Instructions for the task: Give the count of lines in the data that include "dead", with no other words.

Items listed in a dataset
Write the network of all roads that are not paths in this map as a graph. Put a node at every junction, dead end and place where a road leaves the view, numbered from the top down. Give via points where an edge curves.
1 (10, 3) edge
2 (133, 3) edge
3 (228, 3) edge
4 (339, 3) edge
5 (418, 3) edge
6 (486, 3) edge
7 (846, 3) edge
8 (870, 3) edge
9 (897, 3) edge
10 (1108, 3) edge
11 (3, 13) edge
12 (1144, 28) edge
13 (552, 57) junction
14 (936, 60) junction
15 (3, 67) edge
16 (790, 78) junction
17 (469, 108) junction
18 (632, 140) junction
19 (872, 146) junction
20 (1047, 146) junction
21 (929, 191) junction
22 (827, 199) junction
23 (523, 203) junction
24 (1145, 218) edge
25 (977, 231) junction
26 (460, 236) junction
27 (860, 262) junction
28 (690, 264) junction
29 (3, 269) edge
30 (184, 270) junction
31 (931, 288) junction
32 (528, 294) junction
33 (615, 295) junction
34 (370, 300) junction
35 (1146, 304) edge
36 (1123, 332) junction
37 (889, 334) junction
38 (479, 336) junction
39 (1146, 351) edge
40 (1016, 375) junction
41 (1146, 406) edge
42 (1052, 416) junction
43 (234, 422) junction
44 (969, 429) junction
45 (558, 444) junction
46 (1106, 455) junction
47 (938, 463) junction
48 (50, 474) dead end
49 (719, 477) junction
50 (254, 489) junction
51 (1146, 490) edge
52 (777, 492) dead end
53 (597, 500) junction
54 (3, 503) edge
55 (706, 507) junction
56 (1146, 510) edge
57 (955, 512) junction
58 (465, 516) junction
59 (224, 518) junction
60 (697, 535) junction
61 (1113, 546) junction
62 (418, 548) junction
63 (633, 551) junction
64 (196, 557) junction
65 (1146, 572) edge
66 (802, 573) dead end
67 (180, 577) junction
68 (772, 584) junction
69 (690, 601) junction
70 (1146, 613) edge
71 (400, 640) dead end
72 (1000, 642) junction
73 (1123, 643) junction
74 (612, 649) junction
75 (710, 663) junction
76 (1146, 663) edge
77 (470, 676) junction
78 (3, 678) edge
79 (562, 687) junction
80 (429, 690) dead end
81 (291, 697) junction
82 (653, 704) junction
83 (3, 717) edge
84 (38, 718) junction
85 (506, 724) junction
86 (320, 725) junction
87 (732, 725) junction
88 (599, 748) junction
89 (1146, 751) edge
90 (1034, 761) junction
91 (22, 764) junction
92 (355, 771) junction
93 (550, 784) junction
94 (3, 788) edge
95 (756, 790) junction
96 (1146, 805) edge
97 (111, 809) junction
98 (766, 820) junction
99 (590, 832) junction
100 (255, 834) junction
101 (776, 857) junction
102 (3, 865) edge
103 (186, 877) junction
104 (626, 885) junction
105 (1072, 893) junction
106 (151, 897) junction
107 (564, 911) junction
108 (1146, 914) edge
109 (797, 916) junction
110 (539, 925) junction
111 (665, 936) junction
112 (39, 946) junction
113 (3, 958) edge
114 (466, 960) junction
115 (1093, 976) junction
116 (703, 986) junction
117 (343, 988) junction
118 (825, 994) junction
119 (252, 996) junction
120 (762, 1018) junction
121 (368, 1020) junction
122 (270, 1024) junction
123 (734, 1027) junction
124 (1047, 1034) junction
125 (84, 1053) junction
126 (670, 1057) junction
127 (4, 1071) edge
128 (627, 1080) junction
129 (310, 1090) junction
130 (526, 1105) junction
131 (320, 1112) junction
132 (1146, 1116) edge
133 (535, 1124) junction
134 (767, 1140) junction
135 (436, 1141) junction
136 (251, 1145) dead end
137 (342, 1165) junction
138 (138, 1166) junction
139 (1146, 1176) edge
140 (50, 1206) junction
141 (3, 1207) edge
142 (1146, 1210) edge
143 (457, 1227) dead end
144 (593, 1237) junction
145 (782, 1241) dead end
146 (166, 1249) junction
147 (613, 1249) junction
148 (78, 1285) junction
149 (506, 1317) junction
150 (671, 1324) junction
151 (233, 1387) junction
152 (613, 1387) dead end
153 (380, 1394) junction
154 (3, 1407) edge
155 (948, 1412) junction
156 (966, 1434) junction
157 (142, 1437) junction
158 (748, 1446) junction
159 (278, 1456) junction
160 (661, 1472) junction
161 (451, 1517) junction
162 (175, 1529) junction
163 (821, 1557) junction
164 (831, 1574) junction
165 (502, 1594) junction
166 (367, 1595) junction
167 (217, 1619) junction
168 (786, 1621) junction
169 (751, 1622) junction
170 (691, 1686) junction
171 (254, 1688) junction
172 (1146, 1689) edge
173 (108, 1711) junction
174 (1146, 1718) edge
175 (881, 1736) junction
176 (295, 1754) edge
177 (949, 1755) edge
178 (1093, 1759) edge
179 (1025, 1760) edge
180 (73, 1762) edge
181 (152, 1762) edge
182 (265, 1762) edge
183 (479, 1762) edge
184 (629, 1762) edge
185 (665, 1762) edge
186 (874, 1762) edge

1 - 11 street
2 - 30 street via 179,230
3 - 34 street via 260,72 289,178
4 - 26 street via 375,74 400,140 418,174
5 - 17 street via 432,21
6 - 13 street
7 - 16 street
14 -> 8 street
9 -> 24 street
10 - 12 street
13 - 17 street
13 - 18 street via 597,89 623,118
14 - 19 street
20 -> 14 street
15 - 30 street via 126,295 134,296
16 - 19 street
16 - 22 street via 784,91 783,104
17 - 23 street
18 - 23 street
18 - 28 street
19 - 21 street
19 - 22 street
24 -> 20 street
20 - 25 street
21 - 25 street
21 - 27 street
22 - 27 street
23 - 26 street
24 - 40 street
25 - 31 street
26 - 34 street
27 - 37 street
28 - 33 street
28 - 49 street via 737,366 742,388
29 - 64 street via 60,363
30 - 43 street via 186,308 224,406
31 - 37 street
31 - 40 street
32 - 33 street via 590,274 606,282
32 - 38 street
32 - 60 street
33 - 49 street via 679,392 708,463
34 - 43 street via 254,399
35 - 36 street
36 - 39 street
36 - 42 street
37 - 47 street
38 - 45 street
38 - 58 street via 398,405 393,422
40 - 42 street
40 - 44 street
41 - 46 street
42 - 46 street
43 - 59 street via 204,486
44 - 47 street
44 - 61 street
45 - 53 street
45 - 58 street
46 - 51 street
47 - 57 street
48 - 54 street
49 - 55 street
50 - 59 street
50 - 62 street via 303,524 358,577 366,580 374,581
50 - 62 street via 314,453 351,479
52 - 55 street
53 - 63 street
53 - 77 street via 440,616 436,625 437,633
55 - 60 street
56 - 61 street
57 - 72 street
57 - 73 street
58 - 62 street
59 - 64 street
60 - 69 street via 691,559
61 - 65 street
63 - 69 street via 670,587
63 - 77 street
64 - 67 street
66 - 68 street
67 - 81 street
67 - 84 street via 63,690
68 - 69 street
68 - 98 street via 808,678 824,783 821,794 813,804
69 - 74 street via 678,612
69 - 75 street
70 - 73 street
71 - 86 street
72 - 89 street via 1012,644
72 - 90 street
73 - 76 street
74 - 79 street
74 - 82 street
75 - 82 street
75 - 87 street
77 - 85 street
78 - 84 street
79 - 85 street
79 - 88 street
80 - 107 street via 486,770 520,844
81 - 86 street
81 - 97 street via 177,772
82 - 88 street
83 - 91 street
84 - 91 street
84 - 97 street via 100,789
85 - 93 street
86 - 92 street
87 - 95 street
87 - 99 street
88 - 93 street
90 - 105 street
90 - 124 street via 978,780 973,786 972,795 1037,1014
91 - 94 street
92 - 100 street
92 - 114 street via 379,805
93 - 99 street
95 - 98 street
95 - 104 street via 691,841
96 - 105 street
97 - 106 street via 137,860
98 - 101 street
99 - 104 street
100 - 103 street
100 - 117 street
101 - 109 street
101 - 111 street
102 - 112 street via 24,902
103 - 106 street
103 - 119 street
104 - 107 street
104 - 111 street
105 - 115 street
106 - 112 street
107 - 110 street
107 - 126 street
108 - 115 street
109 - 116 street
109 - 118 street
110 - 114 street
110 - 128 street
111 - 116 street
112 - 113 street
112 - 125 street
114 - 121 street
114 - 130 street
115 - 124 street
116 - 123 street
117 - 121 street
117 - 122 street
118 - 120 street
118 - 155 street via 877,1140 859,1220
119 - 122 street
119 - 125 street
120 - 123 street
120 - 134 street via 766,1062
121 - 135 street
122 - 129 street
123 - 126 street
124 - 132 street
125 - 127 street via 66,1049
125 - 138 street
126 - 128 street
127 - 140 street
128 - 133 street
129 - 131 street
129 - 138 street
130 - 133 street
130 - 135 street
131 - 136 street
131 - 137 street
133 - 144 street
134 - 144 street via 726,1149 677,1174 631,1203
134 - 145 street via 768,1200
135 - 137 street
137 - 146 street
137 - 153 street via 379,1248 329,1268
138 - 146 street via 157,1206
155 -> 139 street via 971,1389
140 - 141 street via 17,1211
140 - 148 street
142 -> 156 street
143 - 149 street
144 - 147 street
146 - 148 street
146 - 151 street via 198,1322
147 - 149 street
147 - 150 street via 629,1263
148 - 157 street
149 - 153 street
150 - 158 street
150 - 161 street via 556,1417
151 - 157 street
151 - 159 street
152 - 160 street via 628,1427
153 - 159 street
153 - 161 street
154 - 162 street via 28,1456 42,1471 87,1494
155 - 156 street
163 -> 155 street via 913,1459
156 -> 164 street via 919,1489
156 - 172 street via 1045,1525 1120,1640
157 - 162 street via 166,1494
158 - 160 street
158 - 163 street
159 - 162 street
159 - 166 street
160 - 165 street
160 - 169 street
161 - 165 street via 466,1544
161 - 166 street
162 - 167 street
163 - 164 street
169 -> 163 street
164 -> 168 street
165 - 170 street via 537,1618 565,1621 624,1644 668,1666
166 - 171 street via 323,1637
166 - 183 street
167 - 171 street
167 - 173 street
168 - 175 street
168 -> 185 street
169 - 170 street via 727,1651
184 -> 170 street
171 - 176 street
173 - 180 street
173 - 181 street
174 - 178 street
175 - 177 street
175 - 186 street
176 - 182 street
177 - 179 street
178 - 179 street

Solution to this problem: 10